*** Opening of Information ***

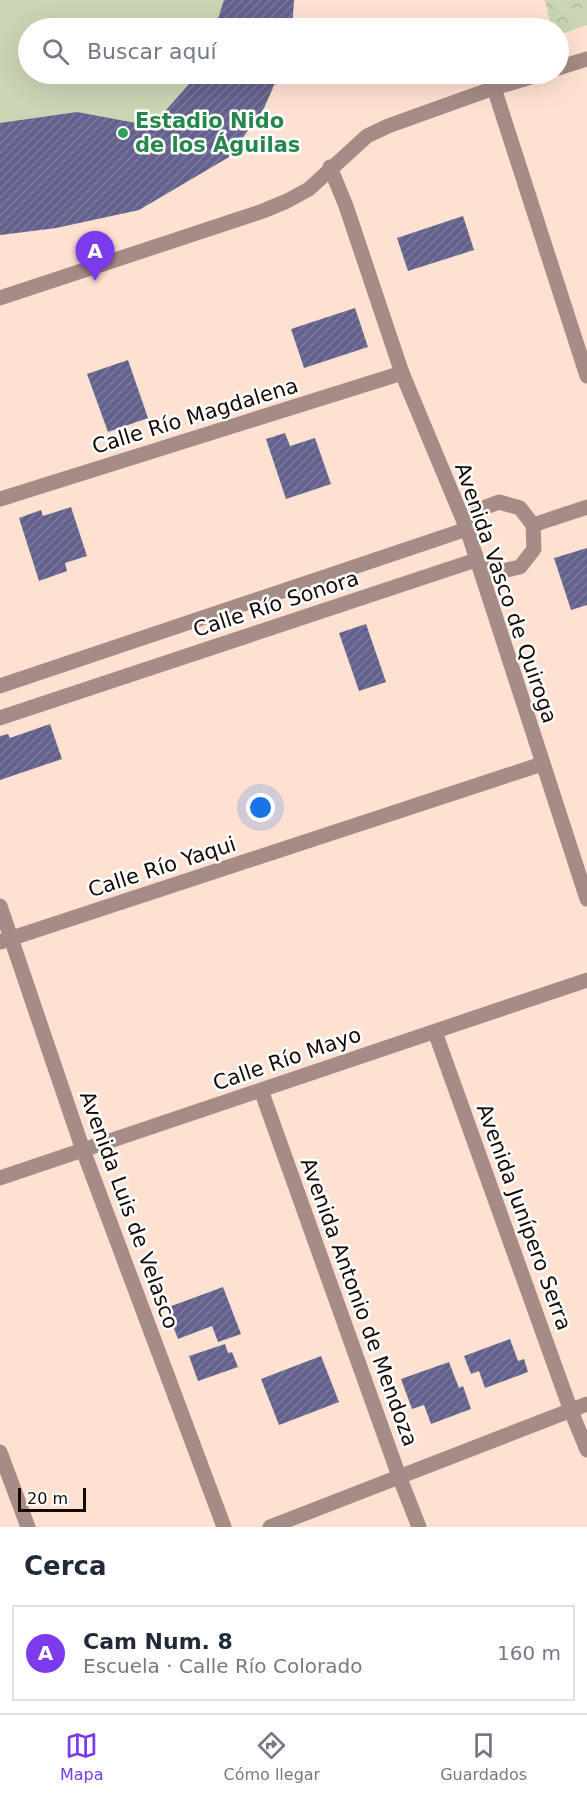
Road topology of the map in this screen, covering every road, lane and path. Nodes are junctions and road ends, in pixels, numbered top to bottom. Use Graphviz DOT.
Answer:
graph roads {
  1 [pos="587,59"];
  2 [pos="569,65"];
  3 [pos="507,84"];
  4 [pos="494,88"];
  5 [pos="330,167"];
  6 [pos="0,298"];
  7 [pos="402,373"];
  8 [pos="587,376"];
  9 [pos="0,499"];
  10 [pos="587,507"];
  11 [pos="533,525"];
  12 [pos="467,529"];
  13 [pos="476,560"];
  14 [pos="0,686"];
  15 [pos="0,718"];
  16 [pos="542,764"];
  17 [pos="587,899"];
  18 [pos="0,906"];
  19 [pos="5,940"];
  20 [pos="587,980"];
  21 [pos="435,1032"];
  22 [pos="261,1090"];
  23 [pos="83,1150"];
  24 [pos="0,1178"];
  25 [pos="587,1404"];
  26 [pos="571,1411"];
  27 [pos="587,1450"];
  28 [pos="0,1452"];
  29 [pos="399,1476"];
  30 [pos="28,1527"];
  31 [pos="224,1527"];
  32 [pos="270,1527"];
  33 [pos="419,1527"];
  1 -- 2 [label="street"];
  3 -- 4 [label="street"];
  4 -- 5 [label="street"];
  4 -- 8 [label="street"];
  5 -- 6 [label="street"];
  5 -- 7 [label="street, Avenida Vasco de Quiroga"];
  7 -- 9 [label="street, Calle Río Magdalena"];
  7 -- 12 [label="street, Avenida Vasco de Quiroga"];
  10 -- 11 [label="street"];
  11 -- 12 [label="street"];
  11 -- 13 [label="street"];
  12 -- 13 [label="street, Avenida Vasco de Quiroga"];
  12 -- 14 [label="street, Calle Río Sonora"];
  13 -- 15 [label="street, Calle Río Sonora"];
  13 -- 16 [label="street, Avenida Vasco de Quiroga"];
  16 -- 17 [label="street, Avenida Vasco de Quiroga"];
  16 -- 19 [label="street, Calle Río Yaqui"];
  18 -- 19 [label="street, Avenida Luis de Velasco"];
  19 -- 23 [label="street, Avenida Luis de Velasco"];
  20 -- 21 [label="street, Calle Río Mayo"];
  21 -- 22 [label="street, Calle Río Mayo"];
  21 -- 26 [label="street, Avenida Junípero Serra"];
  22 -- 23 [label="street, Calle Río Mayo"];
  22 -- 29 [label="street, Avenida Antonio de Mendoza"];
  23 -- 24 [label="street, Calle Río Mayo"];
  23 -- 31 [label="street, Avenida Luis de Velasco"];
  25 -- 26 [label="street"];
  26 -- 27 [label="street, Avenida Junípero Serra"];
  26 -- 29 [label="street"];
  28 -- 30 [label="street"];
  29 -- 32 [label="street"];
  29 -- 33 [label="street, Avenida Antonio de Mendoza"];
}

*** Close of Information ***

● **Description of the task**
Word for word, please reproduce each entry above and leave out every picture.

● **Task response**
Road topology of the map in this screen, covering every road, lane and path. Nodes are junctions and road ends, in pixels, numbered top to bottom. Use Graphviz DOT.
Answer:
graph roads {
  1 [pos="587,59"];
  2 [pos="569,65"];
  3 [pos="507,84"];
  4 [pos="494,88"];
  5 [pos="330,167"];
  6 [pos="0,298"];
  7 [pos="402,373"];
  8 [pos="587,376"];
  9 [pos="0,499"];
  10 [pos="587,507"];
  11 [pos="533,525"];
  12 [pos="467,529"];
  13 [pos="476,560"];
  14 [pos="0,686"];
  15 [pos="0,718"];
  16 [pos="542,764"];
  17 [pos="587,899"];
  18 [pos="0,906"];
  19 [pos="5,940"];
  20 [pos="587,980"];
  21 [pos="435,1032"];
  22 [pos="261,1090"];
  23 [pos="83,1150"];
  24 [pos="0,1178"];
  25 [pos="587,1404"];
  26 [pos="571,1411"];
  27 [pos="587,1450"];
  28 [pos="0,1452"];
  29 [pos="399,1476"];
  30 [pos="28,1527"];
  31 [pos="224,1527"];
  32 [pos="270,1527"];
  33 [pos="419,1527"];
  1 -- 2 [label="street"];
  3 -- 4 [label="street"];
  4 -- 5 [label="street"];
  4 -- 8 [label="street"];
  5 -- 6 [label="street"];
  5 -- 7 [label="street, Avenida Vasco de Quiroga"];
  7 -- 9 [label="street, Calle Río Magdalena"];
  7 -- 12 [label="street, Avenida Vasco de Quiroga"];
  10 -- 11 [label="street"];
  11 -- 12 [label="street"];
  11 -- 13 [label="street"];
  12 -- 13 [label="street, Avenida Vasco de Quiroga"];
  12 -- 14 [label="street, Calle Río Sonora"];
  13 -- 15 [label="street, Calle Río Sonora"];
  13 -- 16 [label="street, Avenida Vasco de Quiroga"];
  16 -- 17 [label="street, Avenida Vasco de Quiroga"];
  16 -- 19 [label="street, Calle Río Yaqui"];
  18 -- 19 [label="street, Avenida Luis de Velasco"];
  19 -- 23 [label="street, Avenida Luis de Velasco"];
  20 -- 21 [label="street, Calle Río Mayo"];
  21 -- 22 [label="street, Calle Río Mayo"];
  21 -- 26 [label="street, Avenida Junípero Serra"];
  22 -- 23 [label="street, Calle Río Mayo"];
  22 -- 29 [label="street, Avenida Antonio de Mendoza"];
  23 -- 24 [label="street, Calle Río Mayo"];
  23 -- 31 [label="street, Avenida Luis de Velasco"];
  25 -- 26 [label="street"];
  26 -- 27 [label="street, Avenida Junípero Serra"];
  26 -- 29 [label="street"];
  28 -- 30 [label="street"];
  29 -- 32 [label="street"];
  29 -- 33 [label="street, Avenida Antonio de Mendoza"];
}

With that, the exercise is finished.